Women are half the world’s population, yet hold less than one fifth of the positions of power in national governments. While it is certainly true that women today have made tremendous gains in reaching the highest rungs of leadership — Brazil, Costa Rica, Kyrgyzstan, Liberia and Bangladesh are among the countries with female presidents — overall the gains remain uneven. Furthermore, the contributions women have made toward achieving peace, prosperity, governance, and civil society in many parts of the globe too often go unrecognized; their inclusion in the political processes of their countries remains limited.
This week, coinciding with the Community of Democracies Ministerial in Vilnius, Lithuania, prominent female leaders representing government and civil society came together in a special conference to redress this imbalance and to commit to increasing support for women’s participation in the public sphere. Co-chaired by President Dalia Grybauskaite of Lithuania and President Tarja Halonen of Finland, the “Women Enhancing Democracy: Best Practices” Conference underscores that women are central to building and sustaining democratic change everywhere. Representing the United States at the Community of Democracies Ministerial, Secretary Hillary Clinton also joined us at the women’s conference, energizing the participants with her inspiring words of encouragement in support of women working in the struggle for democracy and human rights.
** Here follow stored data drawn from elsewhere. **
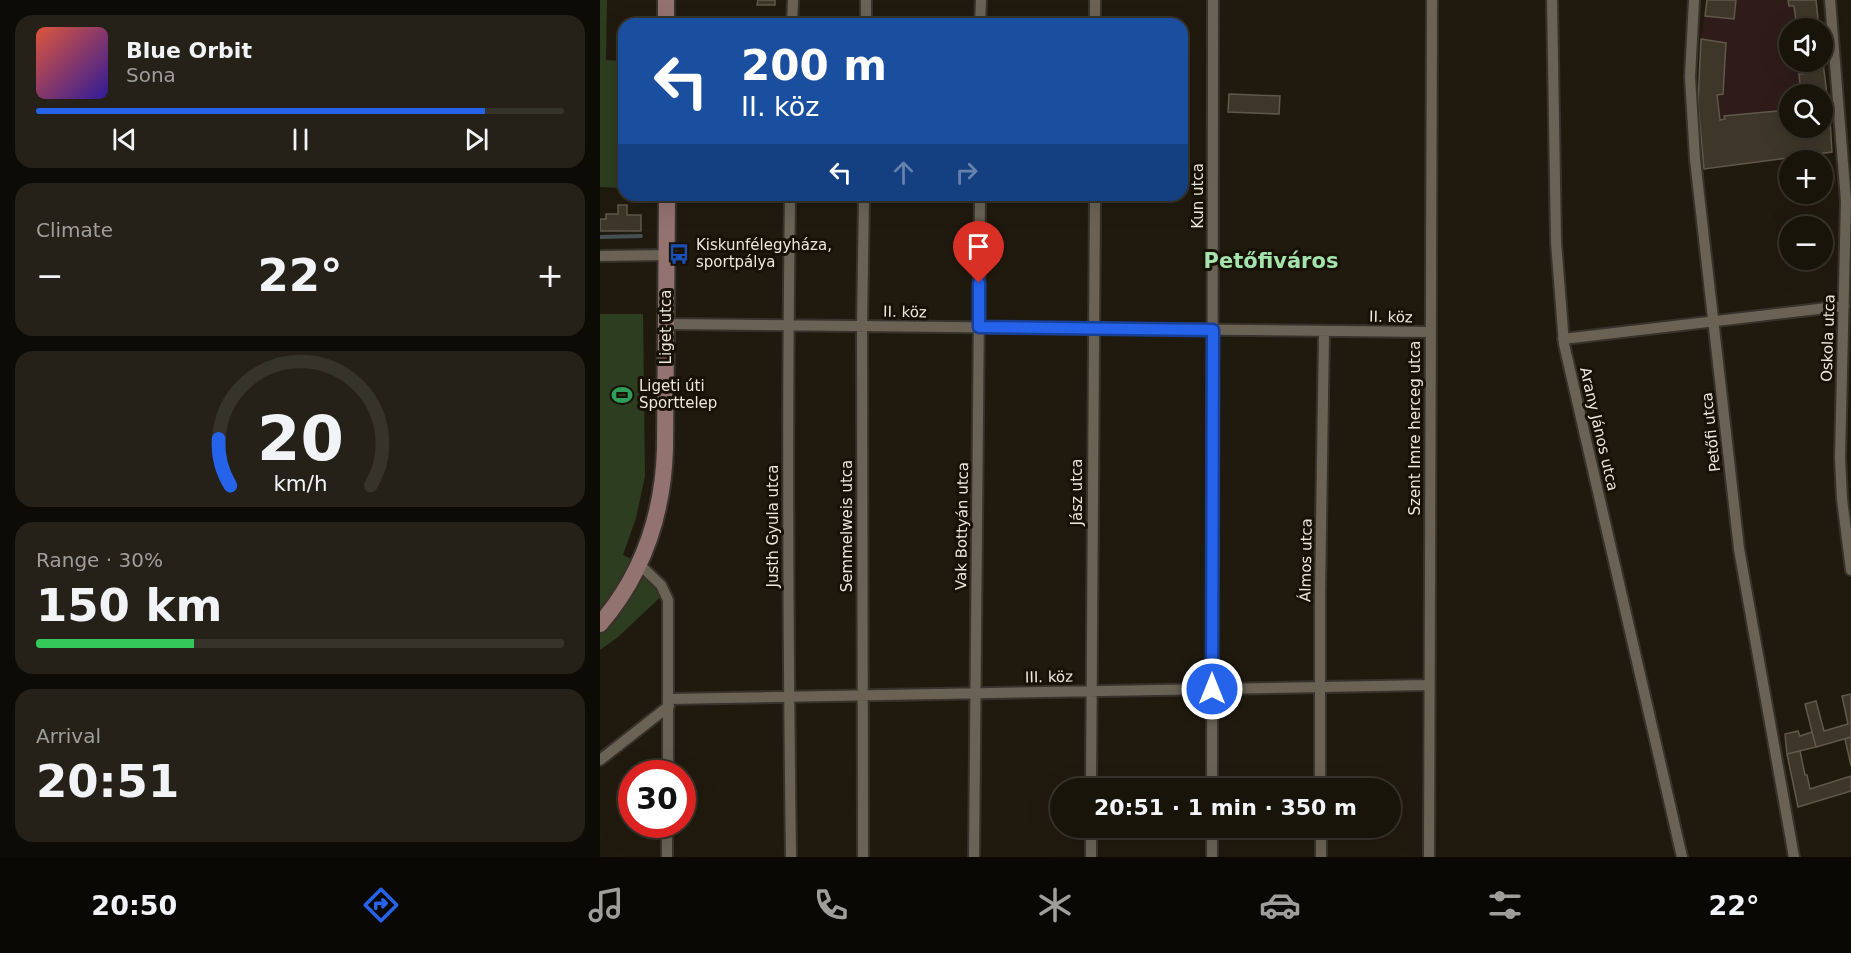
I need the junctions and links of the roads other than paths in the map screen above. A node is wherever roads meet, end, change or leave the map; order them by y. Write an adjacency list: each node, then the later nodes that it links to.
1 (666, 0): 11 (main road)
2 (793, 0): 12 (street)
3 (867, 0): 13 (street)
4 (981, 0): 14 (street)
5 (1095, 0): 15 (street)
6 (1213, 0): 30 (street, Kun utca)
7 (1432, 0): 32 (street, Szent Imre herceg utca)
8 (1552, 0): 33 (street, Arany János utca)
9 (1694, 0): 24 (street, Petőfi utca)
10 (1830, 0): 23 (street, Oskola utca)
11 (666, 18)
12 (792, 18)
13 (866, 18)
14 (981, 18)
15 (1095, 18)
16 (667, 201): 21 (main road, Liget utca)
17 (790, 201): 26 (street, Justh Gyula utca)
18 (864, 201): 27 (street, Semmelweis utca)
19 (980, 201): 28 (street, Vak Bottyán utca)
20 (1095, 201): 29 (street, Jász utca)
21 (667, 255): 22 (street); 25 (main road, Liget utca)
22 (600, 256)
23 (1845, 306): 24 (street); 35 (street, Oskola utca)
24 (1714, 321): 33 (street); 63 (street, Petőfi utca)
25 (667, 324): 26 (street, II. köz); 34 (main road, Liget utca)
26 (788, 326): 27 (street, II. köz); 43 (street, Justh Gyula utca)
27 (862, 326): 28 (street, II. köz); 42 (street, Semmelweis utca)
28 (979, 327): 29 (street, II. köz); 41 (street, Vak Bottyán utca)
29 (1093, 329): 30 (street, II. köz); 40 (street, Jász utca)
30 (1213, 330): 31 (street, II. köz); 39 (street, Kun utca)
31 (1324, 331): 32 (street, II. köz); 38 (street, Álmos utca)
32 (1430, 332): 37 (street, Szent Imre herceg utca)
33 (1563, 339): 62 (street, Arany János utca)
34 (639, 564): 36 (main road, Liget utca); 44 (street)
35 (1851, 570)
36 (600, 624)
37 (1429, 685): 38 (street, III. köz); 61 (street, Szent Imre herceg utca)
38 (1320, 687): 39 (street, III. köz); 49 (street, Álmos utca)
39 (1212, 689): 40 (street, III. köz); 48 (street, Kun utca)
40 (1091, 691): 41 (street, III. köz); 47 (street, Jász utca)
41 (975, 693): 42 (street, III. köz); 57 (street, Vak Bottyán utca)
42 (861, 695): 43 (street, III. köz); 56 (street, Semmelweis utca)
43 (789, 697): 44 (street, III. köz); 55 (street, Justh Gyula utca)
44 (669, 702): 45 (street); 46 (street)
45 (600, 760)
46 (668, 760)
47 (1091, 778)
48 (1212, 778)
49 (1320, 778)
50 (668, 838): 54 (street)
51 (1091, 838): 58 (street)
52 (1212, 838): 59 (street)
53 (1321, 838): 60 (street)
54 (667, 857)
55 (792, 857)
56 (863, 857)
57 (974, 857)
58 (1091, 857)
59 (1212, 857)
60 (1321, 857)
61 (1429, 857)
62 (1683, 857)
63 (1794, 857)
This timing of this conference is especially propitious given the essential role women are playing in the democratic movement sweeping across the Middle East and North Africa. Bringing together the women who experienced the collapse of the Soviet Union 20 years ago with women from Egypt, Tunisia, and across the Middle East who were on the frontlines of the Arab Spring, the conference illuminates the diverse yet instrumental ways women have been drivers of political, social and economic development. When women are empowered to fully participate in their country’s political, economic and social spheres, and given the opportunity to work together, women can be force multipliers for democratic change, reform and economic growth. There is a mountain of data that positively correlates investment in women with a country’s prosperity. Countries that fail to recognize the value of the female half of the population are short-changing their own development.
While there is much to be hopeful about, particularly given the enthusiasm and collective energy generated by the Vilnius gathering, we must remain vigilant. The horrific incidents of sexual violence being used to intimidate and punish protesters in the Middle East and North Africa, are a grim reminder that the rights of women are not fully protected and that many of the gains women have made are fragile at best. To address this collective concern, we also focused on the importance of strengthening women’s social status and the need for greater leadership and accountability in tackling violence against women and human trafficking.
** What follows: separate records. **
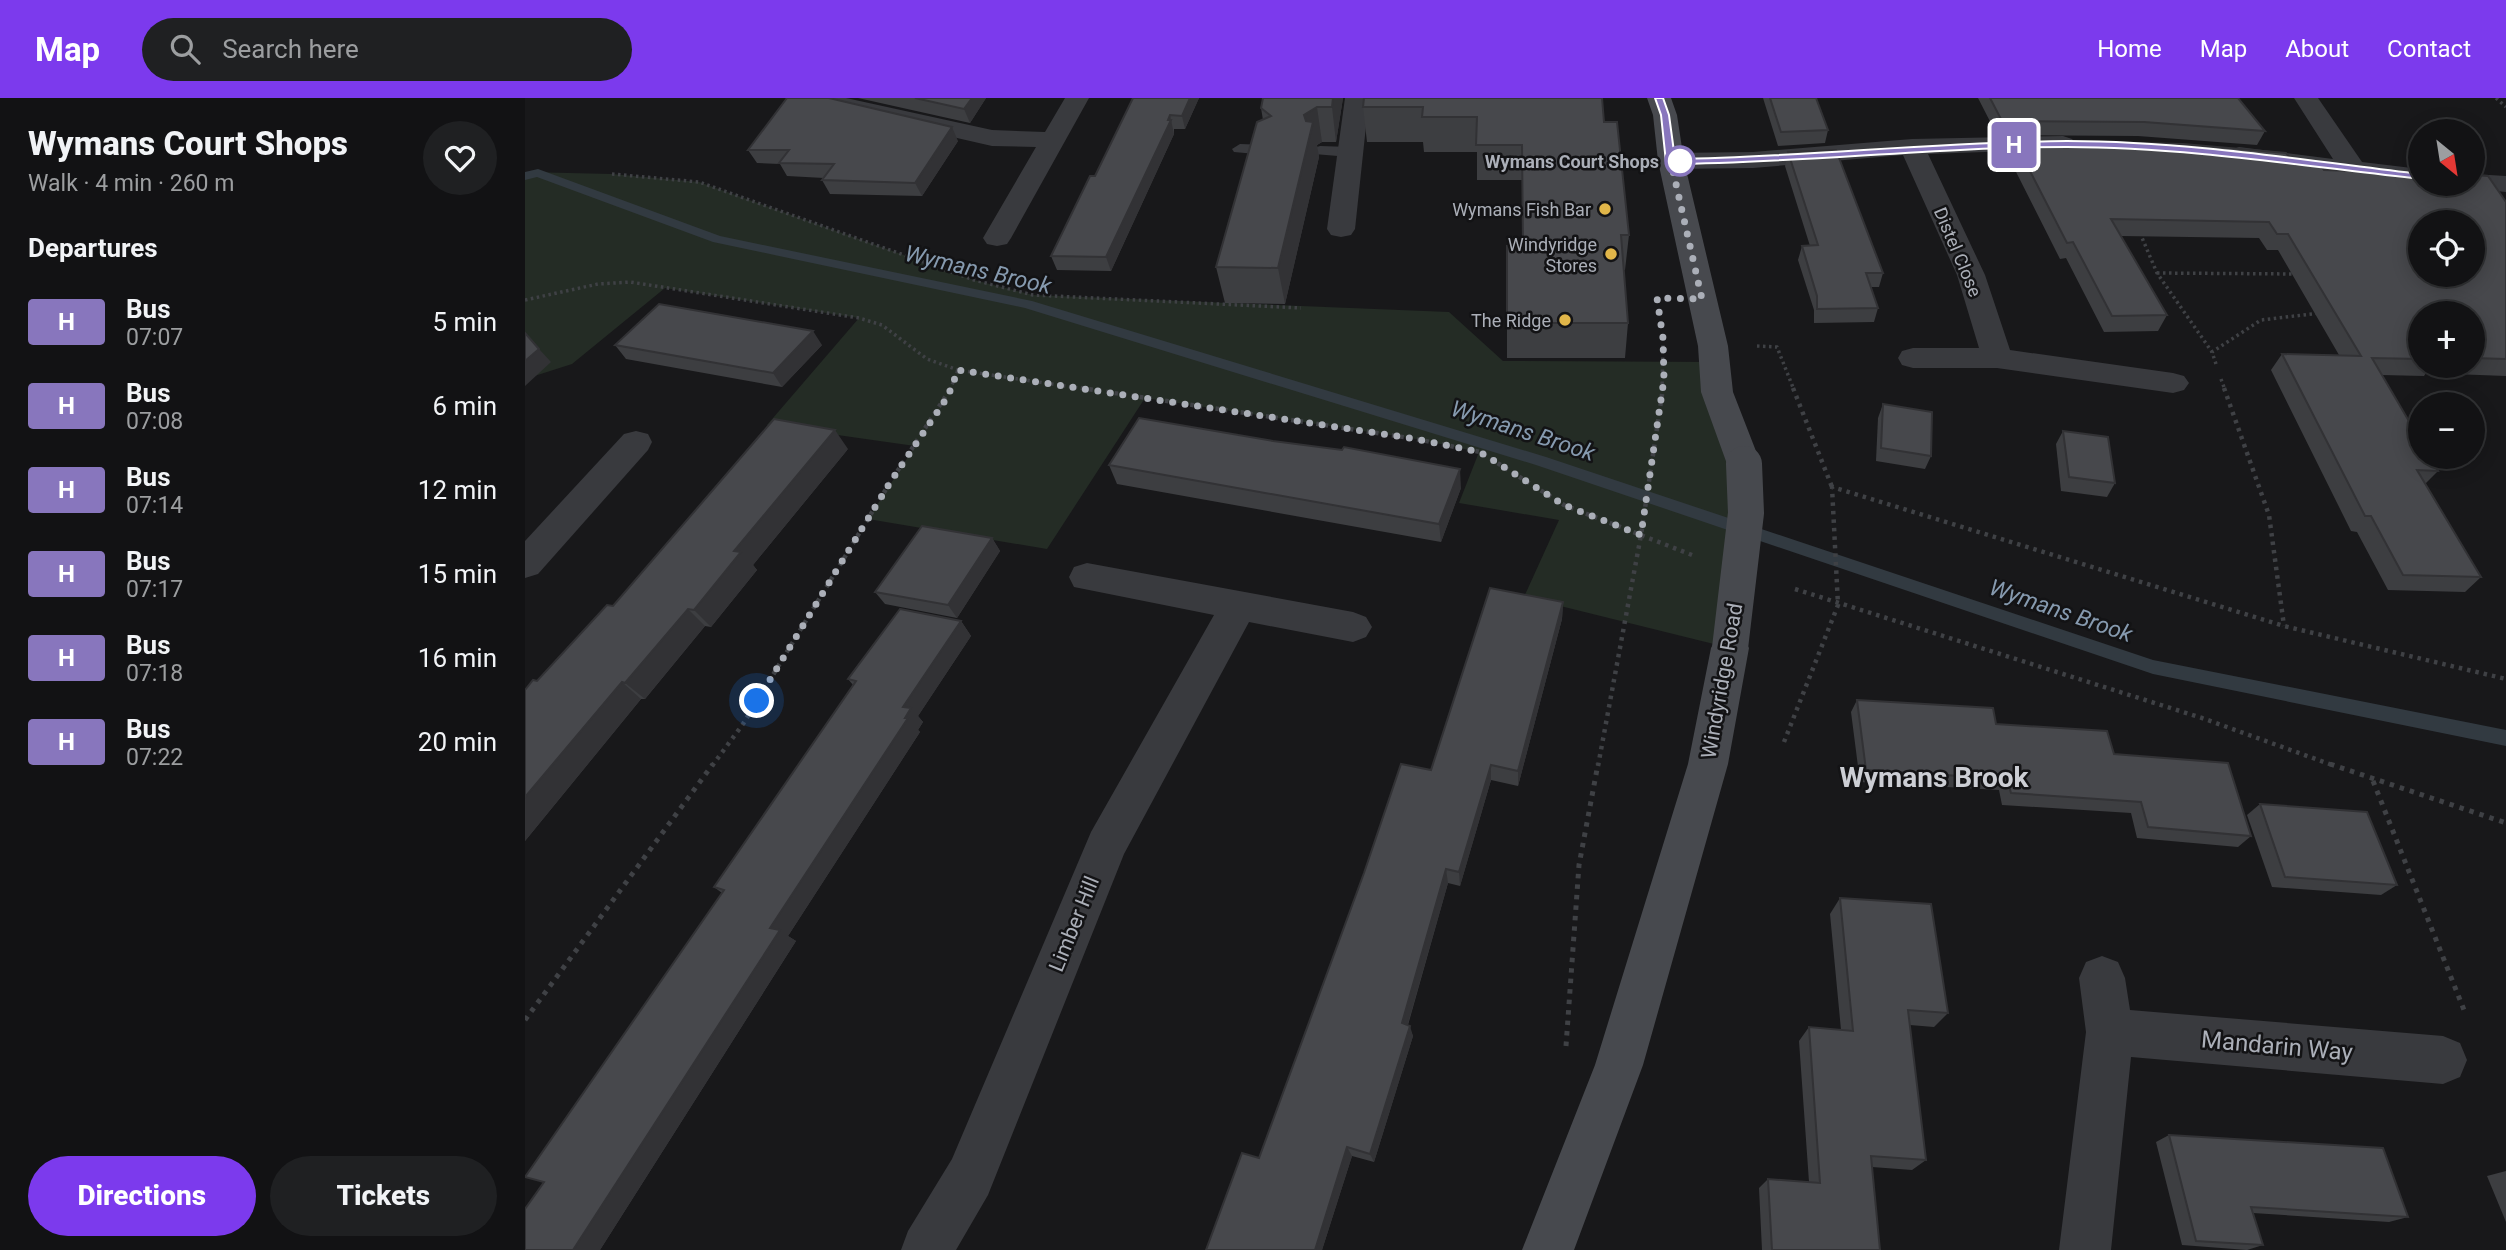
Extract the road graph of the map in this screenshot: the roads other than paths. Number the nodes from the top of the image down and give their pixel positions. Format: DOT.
graph roads {
  1 [pos="813,98"];
  2 [pos="1077,98"];
  3 [pos="1357,98"];
  4 [pos="1660,98"];
  5 [pos="2306,98"];
  6 [pos="1052,140"];
  7 [pos="2092,145"];
  8 [pos="1912,148"];
  9 [pos="1240,149"];
  10 [pos="1267,150"];
  11 [pos="1319,151"];
  12 [pos="1350,152"];
  13 [pos="2210,152"];
  14 [pos="1671,162"];
  15 [pos="2352,167"];
  16 [pos="2408,175"];
  17 [pos="2485,183"];
  18 [pos="2506,184"];
  19 [pos="1341,229"];
  20 [pos="997,238"];
  21 [pos="1913,358"];
  22 [pos="1997,358"];
  23 [pos="2173,383"];
  24 [pos="636,442"];
  25 [pos="525,564"];
  26 [pos="1087,577"];
  27 [pos="1238,607"];
  28 [pos="1353,627"];
  29 [pos="2102,978"];
  30 [pos="2110,1032"];
  31 [pos="2444,1060"];
  32 [pos="927,1250"];
  33 [pos="1548,1250"];
  34 [pos="2085,1250"];
  1 -- 6 [label="street"];
  2 -- 6 [label="street"];
  3 -- 12 [label="street"];
  4 -- 14 [label="street, Windyridge Road"];
  5 -- 15 [label="street"];
  6 -- 20 [label="street"];
  7 -- 8 [label="street"];
  8 -- 14 [label="street"];
  8 -- 22 [label="street, Distel Close"];
  9 -- 10 [label="lane"];
  11 -- 12 [label="lane"];
  12 -- 19 [label="street"];
  13 -- 15 [label="street"];
  14 -- 33 [label="street, Windyridge Road, bridge"];
  15 -- 16 [label="street"];
  17 -- 18 [label="street"];
  21 -- 22 [label="street"];
  22 -- 23 [label="street"];
  24 -- 25 [label="street"];
  26 -- 27 [label="street"];
  27 -- 28 [label="street"];
  27 -- 32 [label="street, Limber Hill"];
  29 -- 30 [label="street"];
  30 -- 31 [label="street, Mandarin Way"];
  30 -- 34 [label="street"];
}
Noting that democracy and economic prosperity go hand in hand, we also discussed the importance of women’s economic advancement. The United States has been at the forefront in developing programs supporting women entrepreneurs to increase their economic independence, employment and earning potential. It was very beneficial to exchange experiences with other women who are also making inroads in this crucial area of women’s advancement.
The women I met during the conference are a source of inspiration and strength and a testament to the need for more women in leadership and decisionmaking positions at all levels of society. We also need to seek ways to make it easier and more rewarding for girls to also aspire to enter the field of politics so their voices, energy and ideas can sustain a future generation of female leaders. Women’s active engagement in politics, civil society, and government decision-making are key ingredients to building democracy.
Democracy without women is a contradiction in terms. Investing in women’s political participation and encouraging women to seek leadership positions is investing in a future where democracy will truly take root and the benefits of peace, progress and prosperity are most likely to flourish.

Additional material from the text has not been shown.